El alma del cuy en nuestra memoria totémica / Pedro Reino

Columnistas, Opinión

Se sabe que la palabra “tótem” la debemos a los indios norteamericanos de Alaska, los Ojibways, que decían “o tótem”, para significar “clan de él”. Freud le dio fama con su obra “Tótem y Tabú”. El motivador de estas reflexiones es el Dr. Marco Robles López, un cañarejo, de los realmente inteligentes, que ha dado a la cultura nacional y latinoamericana una obra en tres tomos que titula: Religión y Filosofía en el Mundo Antiguo (2010).

Partiré, para este condensado, citando a Robles: “El hombre primitivo se esfuerza por explicar los diversos fenómenos de su universo por analogía con las propias actividades humanas, de tal manera que a los objetos inanimados, el hombre primitivo, les dota de conciencia, voluntad, y les atribuye premeditadas intenciones” (T,I, p.81). Se dice luego que la fe está de por medio. Según Freud: “…un animal comestible, ora inofensivo, ora peligroso y temido, y más raramente una planta o una fuerza natural (lluvia, agua), que se hallan en una relación particular con la totalidad del grupo. El tótem es, en primer lugar, el antepasado del clan, y en segundo, su espíritu protector y su bienhechor, que envía oráculos a sus hijos y les conoce y protege aún en aquellos casos en los que resulta peligroso”. Yendo rápidamente en nuestra consideración, afirmemos que los clanes tienen en un animal a un antepasado común. Su rememoración se vuelve sagrada y se desarrollan rituales que hacen aparecer “especiales festividades totémicas, cuyo momento central constituye la ingestión del tótem (la carne totémica), destinada a reforzar las fuerzas del colectivo, los lazos de parentesco con el tótem, y a asegurar las condiciones indispensables para su reproducción”.

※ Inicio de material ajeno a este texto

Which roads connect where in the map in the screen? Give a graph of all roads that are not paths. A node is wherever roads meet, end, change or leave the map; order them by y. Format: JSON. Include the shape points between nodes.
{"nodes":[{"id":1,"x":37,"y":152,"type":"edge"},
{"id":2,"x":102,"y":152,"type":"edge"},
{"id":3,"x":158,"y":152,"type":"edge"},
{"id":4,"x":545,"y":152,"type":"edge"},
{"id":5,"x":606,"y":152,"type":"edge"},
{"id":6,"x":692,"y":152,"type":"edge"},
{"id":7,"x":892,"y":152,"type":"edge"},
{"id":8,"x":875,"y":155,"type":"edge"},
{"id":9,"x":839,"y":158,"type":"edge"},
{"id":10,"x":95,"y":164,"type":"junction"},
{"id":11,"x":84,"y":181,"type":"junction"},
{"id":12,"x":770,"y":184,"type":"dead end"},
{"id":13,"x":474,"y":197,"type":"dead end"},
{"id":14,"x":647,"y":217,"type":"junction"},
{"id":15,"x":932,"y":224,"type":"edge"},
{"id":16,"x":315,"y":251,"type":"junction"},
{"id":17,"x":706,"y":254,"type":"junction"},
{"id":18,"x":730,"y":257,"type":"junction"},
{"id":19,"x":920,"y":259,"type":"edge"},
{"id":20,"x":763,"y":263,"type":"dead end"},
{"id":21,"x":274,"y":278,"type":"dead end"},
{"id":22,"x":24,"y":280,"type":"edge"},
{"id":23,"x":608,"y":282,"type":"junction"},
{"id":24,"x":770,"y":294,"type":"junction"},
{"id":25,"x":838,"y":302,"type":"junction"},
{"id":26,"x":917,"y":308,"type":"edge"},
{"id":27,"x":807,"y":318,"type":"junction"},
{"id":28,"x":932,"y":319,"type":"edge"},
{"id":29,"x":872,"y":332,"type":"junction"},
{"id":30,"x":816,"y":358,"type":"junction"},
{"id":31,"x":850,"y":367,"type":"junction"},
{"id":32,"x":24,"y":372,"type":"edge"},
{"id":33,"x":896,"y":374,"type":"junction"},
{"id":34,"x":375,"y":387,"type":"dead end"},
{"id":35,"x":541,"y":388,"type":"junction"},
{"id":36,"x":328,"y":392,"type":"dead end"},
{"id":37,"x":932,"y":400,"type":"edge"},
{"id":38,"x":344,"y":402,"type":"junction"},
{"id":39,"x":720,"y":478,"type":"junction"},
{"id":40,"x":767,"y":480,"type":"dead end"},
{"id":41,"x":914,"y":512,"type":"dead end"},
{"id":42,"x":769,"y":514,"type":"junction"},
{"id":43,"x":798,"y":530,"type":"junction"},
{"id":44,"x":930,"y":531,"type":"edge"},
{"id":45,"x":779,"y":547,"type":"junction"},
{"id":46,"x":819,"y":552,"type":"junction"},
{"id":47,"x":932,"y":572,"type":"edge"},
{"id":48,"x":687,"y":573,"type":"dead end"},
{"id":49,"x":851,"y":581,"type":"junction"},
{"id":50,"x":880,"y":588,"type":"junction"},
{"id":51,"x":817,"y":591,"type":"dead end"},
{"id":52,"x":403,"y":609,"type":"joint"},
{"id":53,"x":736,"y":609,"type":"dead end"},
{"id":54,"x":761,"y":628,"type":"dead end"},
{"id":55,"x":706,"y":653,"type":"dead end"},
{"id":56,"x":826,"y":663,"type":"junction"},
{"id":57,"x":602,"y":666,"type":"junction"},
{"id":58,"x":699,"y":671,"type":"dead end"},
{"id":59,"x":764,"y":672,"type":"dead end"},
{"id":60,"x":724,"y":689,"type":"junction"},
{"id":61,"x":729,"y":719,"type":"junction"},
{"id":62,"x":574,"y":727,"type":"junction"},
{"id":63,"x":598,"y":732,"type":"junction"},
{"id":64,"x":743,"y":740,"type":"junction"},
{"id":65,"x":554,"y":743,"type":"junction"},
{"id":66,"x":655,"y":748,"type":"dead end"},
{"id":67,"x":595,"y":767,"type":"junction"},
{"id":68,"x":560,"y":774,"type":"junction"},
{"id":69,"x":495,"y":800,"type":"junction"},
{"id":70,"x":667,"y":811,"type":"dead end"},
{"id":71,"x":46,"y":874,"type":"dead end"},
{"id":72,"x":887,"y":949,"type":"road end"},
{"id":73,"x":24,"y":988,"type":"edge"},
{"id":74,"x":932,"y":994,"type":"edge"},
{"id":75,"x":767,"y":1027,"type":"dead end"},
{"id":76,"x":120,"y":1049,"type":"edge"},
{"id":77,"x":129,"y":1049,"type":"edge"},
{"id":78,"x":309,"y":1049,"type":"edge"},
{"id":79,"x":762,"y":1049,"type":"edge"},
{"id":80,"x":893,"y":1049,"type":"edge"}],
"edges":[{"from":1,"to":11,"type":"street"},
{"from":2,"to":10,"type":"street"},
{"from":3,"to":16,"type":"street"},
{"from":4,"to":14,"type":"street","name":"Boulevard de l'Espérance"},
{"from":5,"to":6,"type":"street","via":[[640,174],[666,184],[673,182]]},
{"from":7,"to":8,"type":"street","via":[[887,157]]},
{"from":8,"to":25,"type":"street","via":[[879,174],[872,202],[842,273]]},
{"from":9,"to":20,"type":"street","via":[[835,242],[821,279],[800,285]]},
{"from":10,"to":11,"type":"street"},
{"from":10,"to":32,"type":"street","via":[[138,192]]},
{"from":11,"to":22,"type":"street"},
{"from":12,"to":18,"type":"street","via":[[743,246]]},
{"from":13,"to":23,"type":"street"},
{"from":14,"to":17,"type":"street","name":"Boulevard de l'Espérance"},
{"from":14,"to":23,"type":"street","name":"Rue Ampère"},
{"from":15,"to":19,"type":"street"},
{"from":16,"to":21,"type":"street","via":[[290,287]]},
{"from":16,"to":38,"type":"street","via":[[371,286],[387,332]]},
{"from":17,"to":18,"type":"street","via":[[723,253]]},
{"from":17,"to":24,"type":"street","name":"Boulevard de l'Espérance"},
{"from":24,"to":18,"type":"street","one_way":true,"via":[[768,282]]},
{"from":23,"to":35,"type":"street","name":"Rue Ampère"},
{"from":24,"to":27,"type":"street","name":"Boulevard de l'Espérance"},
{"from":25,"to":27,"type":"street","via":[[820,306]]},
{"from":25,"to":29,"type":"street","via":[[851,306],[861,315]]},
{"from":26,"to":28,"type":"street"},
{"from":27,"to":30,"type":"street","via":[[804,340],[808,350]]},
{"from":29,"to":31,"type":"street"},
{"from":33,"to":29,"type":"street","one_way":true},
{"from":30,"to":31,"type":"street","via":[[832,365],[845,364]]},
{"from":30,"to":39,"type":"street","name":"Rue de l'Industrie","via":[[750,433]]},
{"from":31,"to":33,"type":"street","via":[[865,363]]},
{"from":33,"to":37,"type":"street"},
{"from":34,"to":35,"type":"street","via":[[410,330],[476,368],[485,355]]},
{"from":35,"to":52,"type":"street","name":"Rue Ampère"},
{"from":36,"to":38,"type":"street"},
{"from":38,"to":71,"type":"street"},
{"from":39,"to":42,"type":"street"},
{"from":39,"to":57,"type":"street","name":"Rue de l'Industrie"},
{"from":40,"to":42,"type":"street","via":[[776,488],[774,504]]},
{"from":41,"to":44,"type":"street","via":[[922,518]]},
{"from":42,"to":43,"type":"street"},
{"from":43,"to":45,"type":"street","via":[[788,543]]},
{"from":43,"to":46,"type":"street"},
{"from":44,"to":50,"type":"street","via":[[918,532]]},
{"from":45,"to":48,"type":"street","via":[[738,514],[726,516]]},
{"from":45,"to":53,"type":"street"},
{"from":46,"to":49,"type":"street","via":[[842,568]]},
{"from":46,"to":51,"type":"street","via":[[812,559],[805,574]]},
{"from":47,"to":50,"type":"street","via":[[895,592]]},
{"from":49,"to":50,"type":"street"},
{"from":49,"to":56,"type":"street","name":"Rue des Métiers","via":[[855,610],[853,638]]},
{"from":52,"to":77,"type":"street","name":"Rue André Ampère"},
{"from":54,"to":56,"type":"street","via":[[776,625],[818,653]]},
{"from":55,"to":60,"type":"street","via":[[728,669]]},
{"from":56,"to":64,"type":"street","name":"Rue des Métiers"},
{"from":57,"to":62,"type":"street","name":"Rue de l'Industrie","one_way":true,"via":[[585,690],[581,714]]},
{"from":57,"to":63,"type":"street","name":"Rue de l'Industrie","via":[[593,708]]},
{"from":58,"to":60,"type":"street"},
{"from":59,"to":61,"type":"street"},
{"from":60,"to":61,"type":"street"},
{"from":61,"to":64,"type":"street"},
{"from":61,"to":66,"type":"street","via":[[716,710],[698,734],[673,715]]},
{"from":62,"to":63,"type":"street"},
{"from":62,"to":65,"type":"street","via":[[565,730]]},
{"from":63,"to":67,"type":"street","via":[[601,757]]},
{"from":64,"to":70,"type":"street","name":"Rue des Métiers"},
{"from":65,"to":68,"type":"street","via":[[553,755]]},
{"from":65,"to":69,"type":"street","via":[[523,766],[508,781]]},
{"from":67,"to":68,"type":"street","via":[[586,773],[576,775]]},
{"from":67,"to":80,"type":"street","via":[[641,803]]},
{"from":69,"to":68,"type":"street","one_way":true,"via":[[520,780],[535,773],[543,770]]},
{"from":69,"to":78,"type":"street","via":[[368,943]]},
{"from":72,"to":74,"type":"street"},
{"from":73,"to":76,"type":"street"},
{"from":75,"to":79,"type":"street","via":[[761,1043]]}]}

En nuestro caso, todos los rituales andinos en el indigenismo, y los pasados al mestizaje, tienen ritualizada la ingestión de “cuy con papas” como epicentro de la solemnidad rememorada bajo  superpuestas celebraciones cristianas. El cuy, es el inevitable símbolo de la fertilidad. Se pulverizan fetos de cuy para regar en el suelo al sembrar las papas, juntamente con su sangre; se botan los testículos y vísceras del cuy “yaya” (reproductor)  en los llamados cuyjalos o cuyeras; se cortan las patas del cuy y se las lanza a los mismos cuyjalos para procurar mayor reproducción y aumento. Las lanas del cuy van a fertilizar sementeras. La medicina andina sigue practicando “radiografías” con el cuy, pues el especialista lee o decodifica haciendo lecturas del hígado, pulmones, páncreas, intestinos, y hasta en las purulencias que aparecen en la carne del cuy. Una limpia con un wawa-cuy, saca los espantos. Cuyes negros son atractivos para la suerte, con cuyes se hacen predicciones por sus quejidos, o cuando se asustan en sus cuyeras viendo el alma de algún moribundo. El indígena más ancestral dormía en tanganes criando cuyes bajo su cama y procreando hijos con la libertad de un cuy. En el centro del Ecuador, no es raro ver cuyes llevados a los altares: asados son llevados en andas, junto a la santería cristiana, en las procesiones, junto a vírgenes y santos de su devoción. ¿Por qué comemos cuy? Porque ingerimos el alma del tótem de la fertilidad, así como hacemos con la “sangre de Cristo” en el vino, o el “cuerpo de Cristo” en las hostias, donde hay un espíritu divino. De esta última idea explicada por Robles, ha devenido este comentario.